# Plastisol pressing versus screen printing time: how long to screen print 50 shirts?



## badalou (Mar 19, 2006)

OK.. all you screenprinters out there I have a question... from start to stop how long would it take you to make 50 tee shirts with one color. Now what I want is the screen making time and inking and drying and completion. The reason for this is I find a lot of our members really don't understand the aspects of doing tees that way. Now, I use plastisol (This is about those 2 only, not heat transfers) I did 50 shirts from start to finish in 1.5 hours. I believe time is money. So if one wanted to not spend the money on screen printing equipment as well as getting an education on screen printing they would benefit with plastisol made from another source. I am not confusing you am I?


----------



## aries (Mar 18, 2007)

*Re: Plastisol pressing vrs screenprinting time.*



badalou said:


> OK.. all you screenprinters out there I have a question... from start to stop how long would it take you to make 50 tee shirts with one color. Now what I want is the screen making time and inking and drying and completion. The reason for this is I find a lot of our members really don't understand the aspects of doing tees that way. Now, I use plastisol (This is about those 2 only, not heat transfers) I did 50 shirts from start to finish in 1.5 hours. I believe time is money. So if one wanted to not spend the money on screen printing equipment as well as getting an education on screen printing they would benefit with plastisol made from another source. I am not confusing you am I?


Being a dummie myself I think you are right on this comment.I would rather buy than do it myself.


----------



## Twinge (Apr 26, 2005)

*Re: Plastisol pressing vrs screenprinting time.*

I'd be a bit interested to know this too.

I would guess the median point of plastisol transfers vs direct screen printing (time-wise) would be around 20 shirts. Fewer and plastisol would be faster, more and screen printing would be faster. This is only a rough guess though (and it assumes a 1-color print).

Of course, how long sometimes takes is also variable between different people. I figure 50 plastisol transfers would take me about 2 hours instead of 1.5 hours. The swing-away press we're using might boost the time a bit, and I'm also accounting for setup time (sorting out and readying shirts).


----------



## Rodney (Nov 3, 2004)

> from start to stop how long would it take you to make 50 tee shirts with one color. Now what I want is the screen making time and inking and drying and completion.


This would be interesting to find out from some of the screen printers on the board.

Any estimates guys?

Another thing to consider is the cost.


----------



## Fuzz (May 7, 2007)

I have one of those All-in-One setups and currently do all my drying directly on the platen(yea i know, i am working on it). 
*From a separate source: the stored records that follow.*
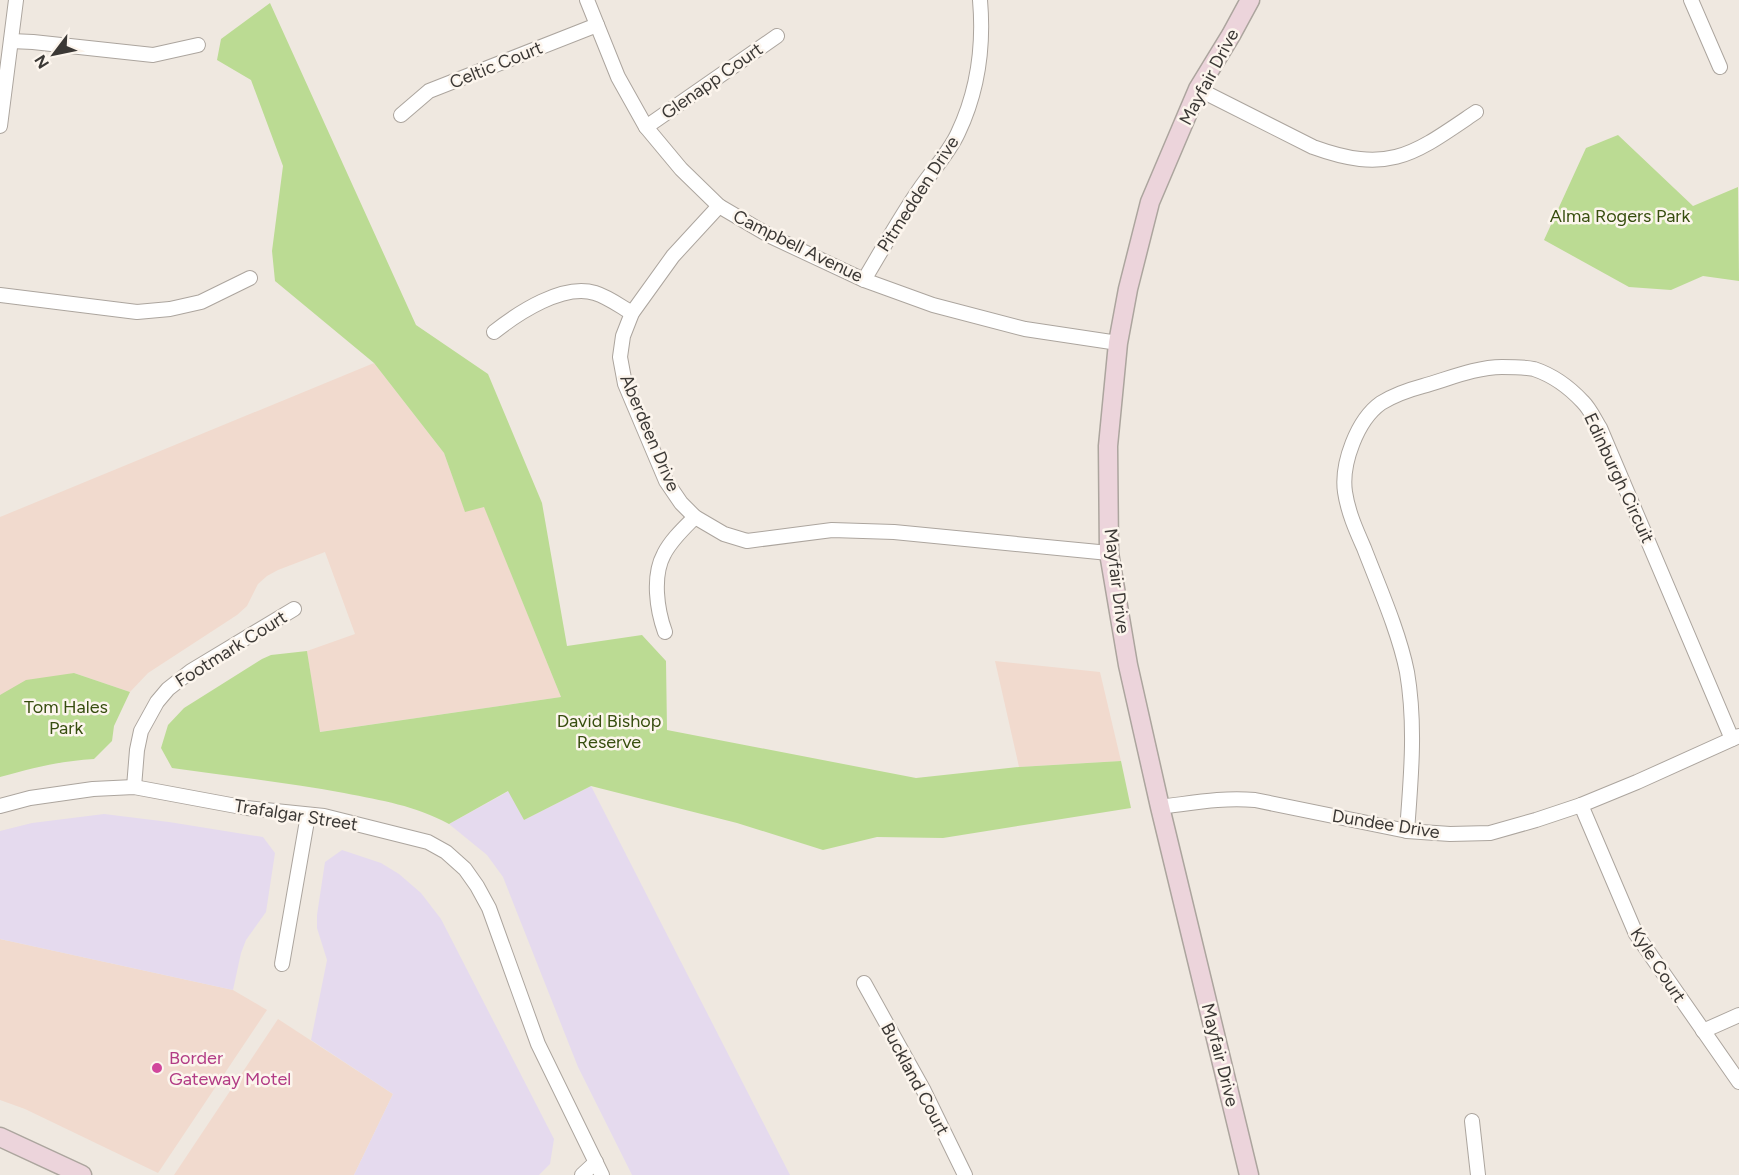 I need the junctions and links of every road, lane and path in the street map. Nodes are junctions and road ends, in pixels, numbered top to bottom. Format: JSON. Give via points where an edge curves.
{"nodes":[{"id":1,"x":16,"y":0,"type":"edge"},
{"id":2,"x":587,"y":0,"type":"edge"},
{"id":3,"x":980,"y":0,"type":"edge"},
{"id":4,"x":1250,"y":0,"type":"edge"},
{"id":5,"x":1691,"y":0,"type":"edge"},
{"id":6,"x":597,"y":25,"type":"junction"},
{"id":7,"x":777,"y":36,"type":"dead end"},
{"id":8,"x":11,"y":41,"type":"junction"},
{"id":9,"x":198,"y":45,"type":"dead end"},
{"id":10,"x":1720,"y":67,"type":"dead end"},
{"id":11,"x":1198,"y":89,"type":"junction"},
{"id":12,"x":1476,"y":112,"type":"dead end"},
{"id":13,"x":401,"y":115,"type":"dead end"},
{"id":14,"x":0,"y":126,"type":"edge"},
{"id":15,"x":646,"y":127,"type":"junction"},
{"id":16,"x":719,"y":206,"type":"junction"},
{"id":17,"x":250,"y":278,"type":"dead end"},
{"id":18,"x":864,"y":279,"type":"junction"},
{"id":19,"x":0,"y":295,"type":"edge"},
{"id":20,"x":632,"y":313,"type":"junction"},
{"id":21,"x":494,"y":332,"type":"dead end"},
{"id":22,"x":1118,"y":343,"type":"junction"},
{"id":23,"x":695,"y":518,"type":"junction"},
{"id":24,"x":1109,"y":553,"type":"junction"},
{"id":25,"x":294,"y":609,"type":"dead end"},
{"id":26,"x":665,"y":632,"type":"dead end"},
{"id":27,"x":1736,"y":737,"type":"edge"},
{"id":28,"x":134,"y":787,"type":"junction"},
{"id":29,"x":1581,"y":805,"type":"junction"},
{"id":30,"x":0,"y":806,"type":"edge"},
{"id":31,"x":1160,"y":807,"type":"junction"},
{"id":32,"x":308,"y":815,"type":"junction"},
{"id":33,"x":1407,"y":831,"type":"junction"},
{"id":34,"x":282,"y":964,"type":"dead end"},
{"id":35,"x":864,"y":983,"type":"dead end"},
{"id":36,"x":1739,"y":1015,"type":"edge"},
{"id":37,"x":1703,"y":1031,"type":"junction"},
{"id":38,"x":1739,"y":1082,"type":"edge"},
{"id":39,"x":1472,"y":1121,"type":"dead end"},
{"id":40,"x":0,"y":1137,"type":"edge"},
{"id":41,"x":66,"y":1169,"type":"edge"},
{"id":42,"x":599,"y":1169,"type":"edge"},
{"id":43,"x":82,"y":1175,"type":"edge"},
{"id":44,"x":582,"y":1175,"type":"edge"},
{"id":45,"x":965,"y":1175,"type":"edge"},
{"id":46,"x":1249,"y":1175,"type":"edge"},
{"id":47,"x":1478,"y":1175,"type":"edge"}],
"edges":[{"from":1,"to":8,"type":"street"},
{"from":2,"to":6,"type":"street","name":"Campbell Avenue"},
{"from":3,"to":18,"type":"street","name":"Pitmedden Drive","via":[[979,69],[957,135]]},
{"from":4,"to":11,"type":"street","name":"Mayfair Drive"},
{"from":5,"to":10,"type":"street"},
{"from":6,"to":13,"type":"street","name":"Celtic Court","via":[[429,92]]},
{"from":6,"to":15,"type":"street","name":"Campbell Avenue","via":[[618,77]]},
{"from":7,"to":15,"type":"street","name":"Glenapp Court"},
{"from":8,"to":9,"type":"street","via":[[153,56]]},
{"from":8,"to":14,"type":"street"},
{"from":11,"to":12,"type":"street","via":[[1313,147],[1364,160],[1414,152]]},
{"from":11,"to":22,"type":"street","name":"Mayfair Drive","via":[[1150,202]]},
{"from":15,"to":16,"type":"street","name":"Campbell Avenue"},
{"from":16,"to":18,"type":"street","name":"Campbell Avenue","via":[[770,236]]},
{"from":16,"to":20,"type":"street","name":"Aberdeen Drive","via":[[673,256]]},
{"from":17,"to":19,"type":"street","via":[[201,302],[136,312]]},
{"from":18,"to":22,"type":"street","name":"Campbell Avenue","via":[[933,305],[1025,329]]},
{"from":20,"to":21,"type":"street","via":[[594,293],[564,293],[523,311]]},
{"from":20,"to":23,"type":"street","name":"Aberdeen Drive","via":[[623,336],[625,384],[666,481]]},
{"from":22,"to":24,"type":"street","name":"Mayfair Drive","via":[[1108,446]]},
{"from":23,"to":24,"type":"street","name":"Aberdeen Drive","via":[[747,541],[832,530],[873,531]]},
{"from":23,"to":26,"type":"street","via":[[663,554],[657,598]]},
{"from":24,"to":31,"type":"street","name":"Mayfair Drive","via":[[1128,664]]},
{"from":25,"to":28,"type":"street","name":"Footmark Court","via":[[168,689],[141,730]]},
{"from":27,"to":29,"type":"street","name":"Dundee Drive"},
{"from":27,"to":33,"type":"street","name":"Edinburgh Circuit","via":[[1600,428],[1584,403],[1534,369],[1511,367],[1491,367],[1405,391],[1369,415],[1350,449],[1345,490],[1406,670],[1413,717]]},
{"from":28,"to":30,"type":"street","name":"Trafalgar Street","via":[[93,789]]},
{"from":28,"to":32,"type":"street","name":"Trafalgar Street"},
{"from":29,"to":33,"type":"street","name":"Dundee Drive","via":[[1490,833]]},
{"from":29,"to":37,"type":"street","name":"Kyle Court","via":[[1636,934]]},
{"from":31,"to":33,"type":"street","name":"Dundee Drive","via":[[1232,798],[1256,800]]},
{"from":31,"to":46,"type":"street","name":"Mayfair Drive"},
{"from":32,"to":34,"type":"street"},
{"from":32,"to":42,"type":"street","name":"Trafalgar Street","via":[[428,842],[465,869],[489,908],[538,1044]]},
{"from":35,"to":45,"type":"street","name":"Buckland Court"},
{"from":36,"to":37,"type":"street"},
{"from":37,"to":38,"type":"street","name":"Kyle Court"},
{"from":39,"to":47,"type":"street"},
{"from":40,"to":41,"type":"street"},
{"from":41,"to":43,"type":"street"},
{"from":42,"to":44,"type":"street"}]}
5 minutes to degrease and coat with emulsion. 

1-2 hours dry time with a fan. We'll call it 1.5.

During that time i would get my art printed and ready on the light table.
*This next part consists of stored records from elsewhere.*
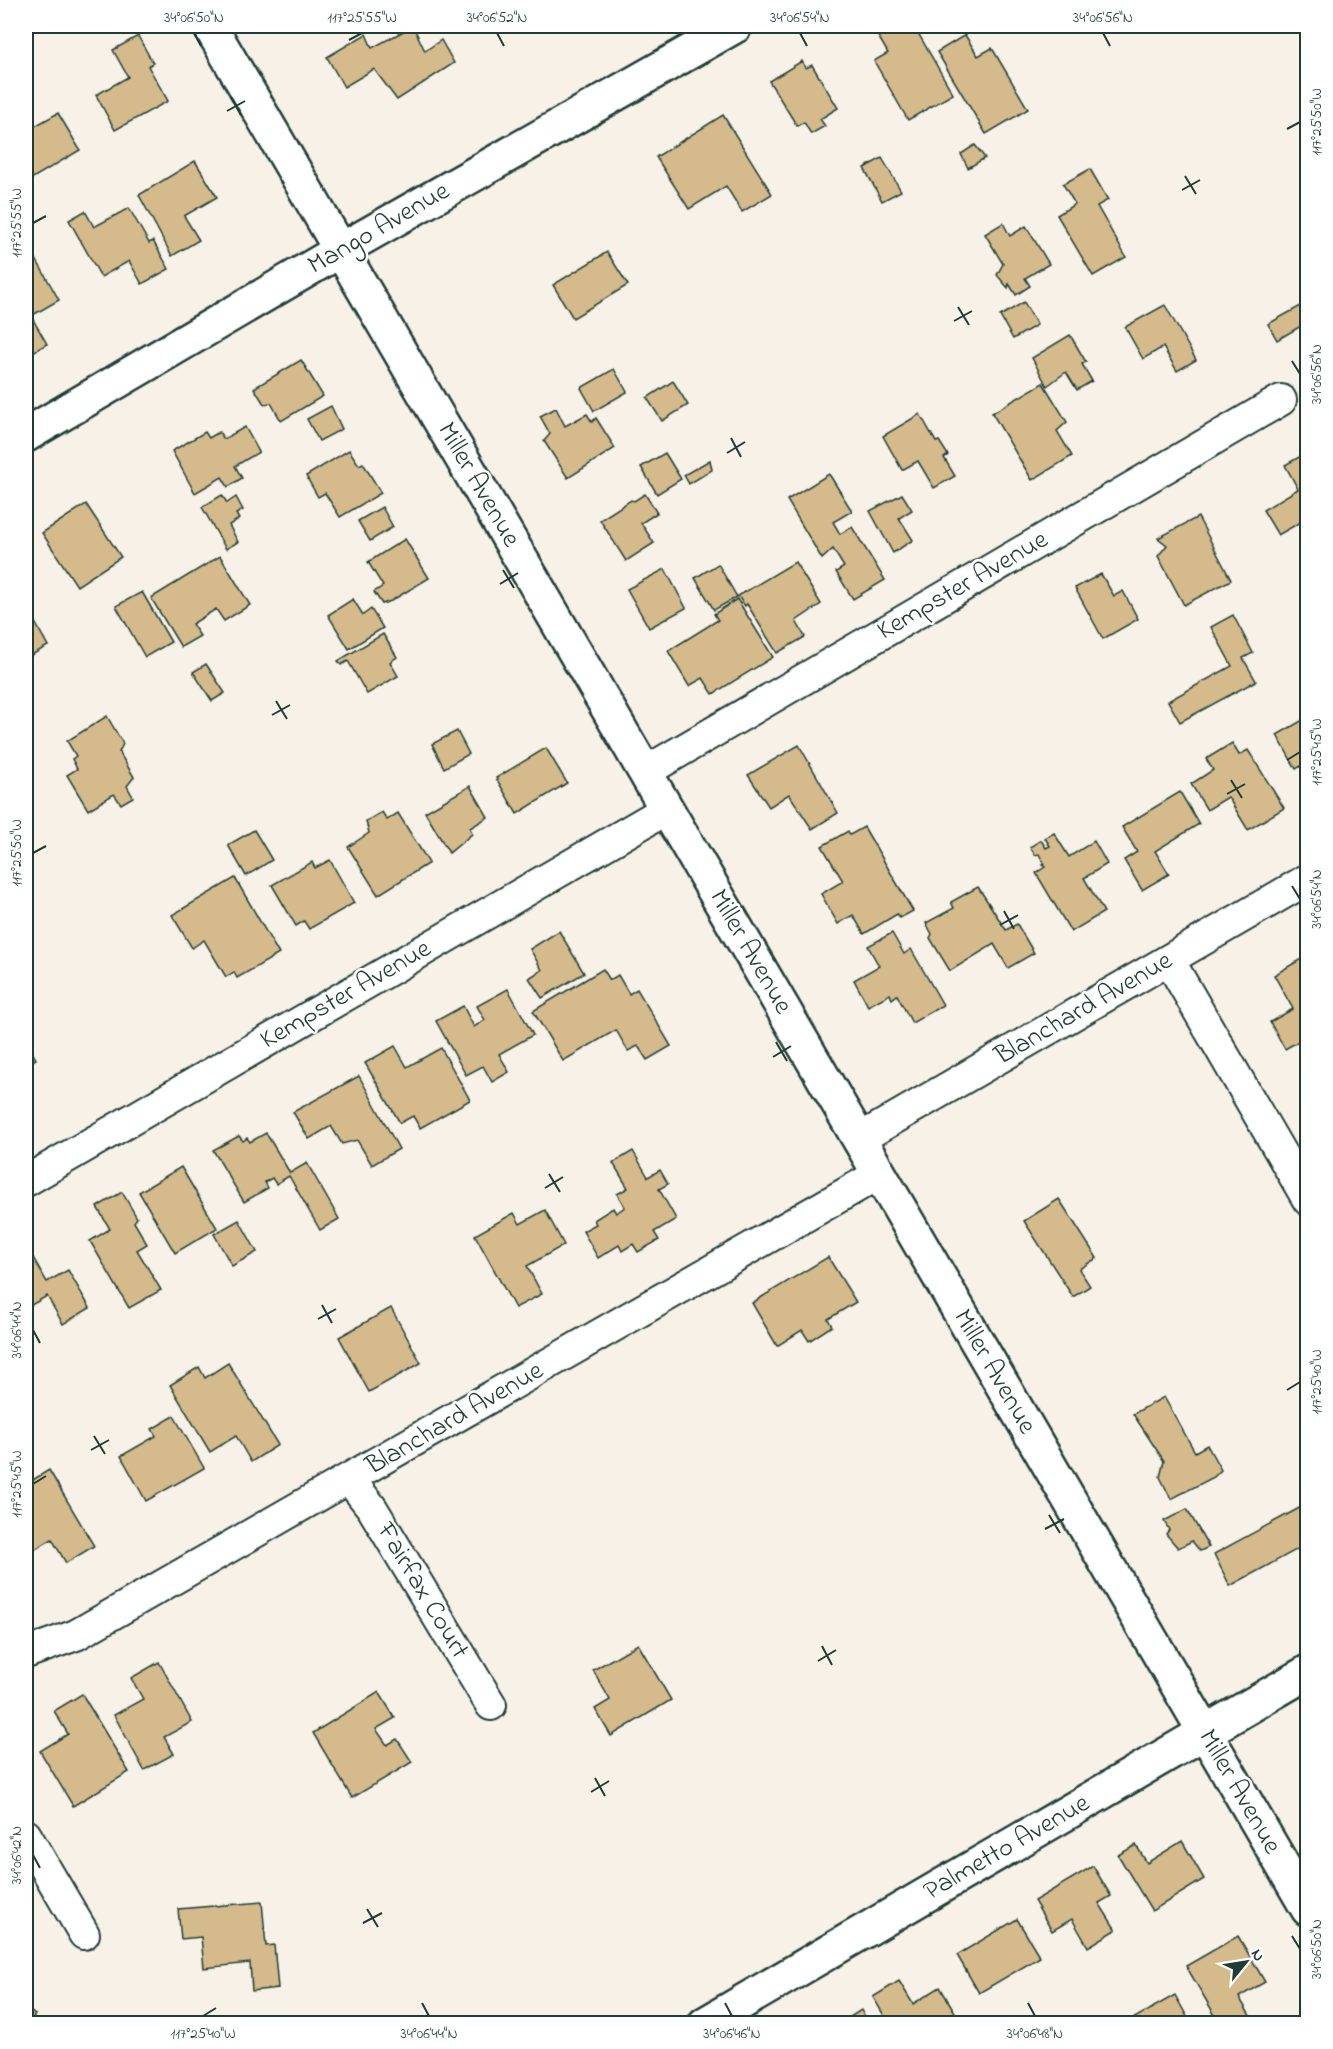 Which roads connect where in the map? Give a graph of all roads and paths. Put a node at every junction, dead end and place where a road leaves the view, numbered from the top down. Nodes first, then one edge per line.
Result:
1 (210, 26) edge
2 (735, 26) edge
3 (341, 250) junction
4 (1281, 400) dead end
5 (26, 435) edge
6 (645, 772) junction
7 (667, 809) junction
8 (1308, 879) edge
9 (1169, 960) junction
10 (859, 1139) junction
11 (879, 1174) junction
12 (26, 1181) edge
13 (1308, 1200) edge
14 (350, 1480) junction
15 (26, 1653) edge
16 (1308, 1672) edge
17 (491, 1705) dead end
18 (1204, 1732) junction
19 (26, 1835) edge
20 (1308, 1909) edge
21 (84, 1934) dead end
22 (705, 2024) edge

1 - 3 street, Miller Avenue
2 - 3 street, Mango Avenue
3 - 5 street, Mango Avenue
3 - 6 street, Miller Avenue
4 - 6 street, Kempster Avenue
6 - 7 street, Miller Avenue
7 - 10 street, Miller Avenue
7 - 12 street, Kempster Avenue
8 - 9 street, Blanchard Avenue
9 - 10 street, Blanchard Avenue
9 - 13 street
10 - 11 street, Miller Avenue
11 - 14 street, Blanchard Avenue
11 - 18 street, Miller Avenue
14 - 15 street, Blanchard Avenue
14 - 17 street, Fairfax Court
16 - 18 street, Palmetto Avenue
18 - 20 street, Miller Avenue
18 - 22 street, Palmetto Avenue
19 - 21 street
Exposing the screen for about 5 minutes.

5 minutes or so to washout the image.

10 minutes-ish under fan to dry.

10 minutes to tape off the screen.

While I am doing that i let the dryer heat up.

Each print takes me about 1 minute since i dry on the platen so 30 shirts an hour-ish but we'll call it 25 per hour since there are some practice prints in there and maybe a platen heighth adjustment.

So for me on probably the slowest equipment you can find it would take about 4 hours from start to finish to do 50 one color/one loc. shirts. With a ready coated screen it would be about 2.5 hours. 

Once i rig up a way to dry while not on the platen it should take me about half the time on the actual printing part soooo....

w/out a ready screen & drying on platen= 4 hours

w/out a ready screen & drying on table= 3 hours

with a ready screen & drying on platen= 2.5 hours

with a ready screen & drying on table= 1.5 hours

Give or take five minutes  if i did all the math right....lol


----------



## Fuzz (May 7, 2007)

Hmm there is a lesson to be learned there...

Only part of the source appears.